**TASK DIRECTIONS**
The records below must be transcribed exactly.

**Collected data**
Content starts

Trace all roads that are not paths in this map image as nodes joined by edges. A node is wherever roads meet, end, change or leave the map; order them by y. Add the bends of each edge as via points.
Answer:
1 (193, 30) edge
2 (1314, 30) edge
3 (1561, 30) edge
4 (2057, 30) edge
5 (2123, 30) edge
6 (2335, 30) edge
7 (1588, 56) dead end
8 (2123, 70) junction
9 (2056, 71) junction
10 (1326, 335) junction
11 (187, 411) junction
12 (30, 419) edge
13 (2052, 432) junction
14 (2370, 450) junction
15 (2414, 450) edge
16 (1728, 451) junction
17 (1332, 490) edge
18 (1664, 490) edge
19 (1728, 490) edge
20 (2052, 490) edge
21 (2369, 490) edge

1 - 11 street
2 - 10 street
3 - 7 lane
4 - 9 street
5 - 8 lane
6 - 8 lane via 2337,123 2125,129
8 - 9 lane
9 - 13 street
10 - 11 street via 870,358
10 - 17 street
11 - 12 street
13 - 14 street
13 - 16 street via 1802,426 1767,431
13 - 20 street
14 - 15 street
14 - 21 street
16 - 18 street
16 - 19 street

Content ends

**ANSWER SPACE**
Trace all roads that are not paths in this map image as nodes joined by edges. A node is wherever roads meet, end, change or leave the map; order them by y. Add the bends of each edge as via points.
Answer:
1 (193, 30) edge
2 (1314, 30) edge
3 (1561, 30) edge
4 (2057, 30) edge
5 (2123, 30) edge
6 (2335, 30) edge
7 (1588, 56) dead end
8 (2123, 70) junction
9 (2056, 71) junction
10 (1326, 335) junction
11 (187, 411) junction
12 (30, 419) edge
13 (2052, 432) junction
14 (2370, 450) junction
15 (2414, 450) edge
16 (1728, 451) junction
17 (1332, 490) edge
18 (1664, 490) edge
19 (1728, 490) edge
20 (2052, 490) edge
21 (2369, 490) edge

1 - 11 street
2 - 10 street
3 - 7 lane
4 - 9 street
5 - 8 lane
6 - 8 lane via 2337,123 2125,129
8 - 9 lane
9 - 13 street
10 - 11 street via 870,358
10 - 17 street
11 - 12 street
13 - 14 street
13 - 16 street via 1802,426 1767,431
13 - 20 street
14 - 15 street
14 - 21 street
16 - 18 street
16 - 19 street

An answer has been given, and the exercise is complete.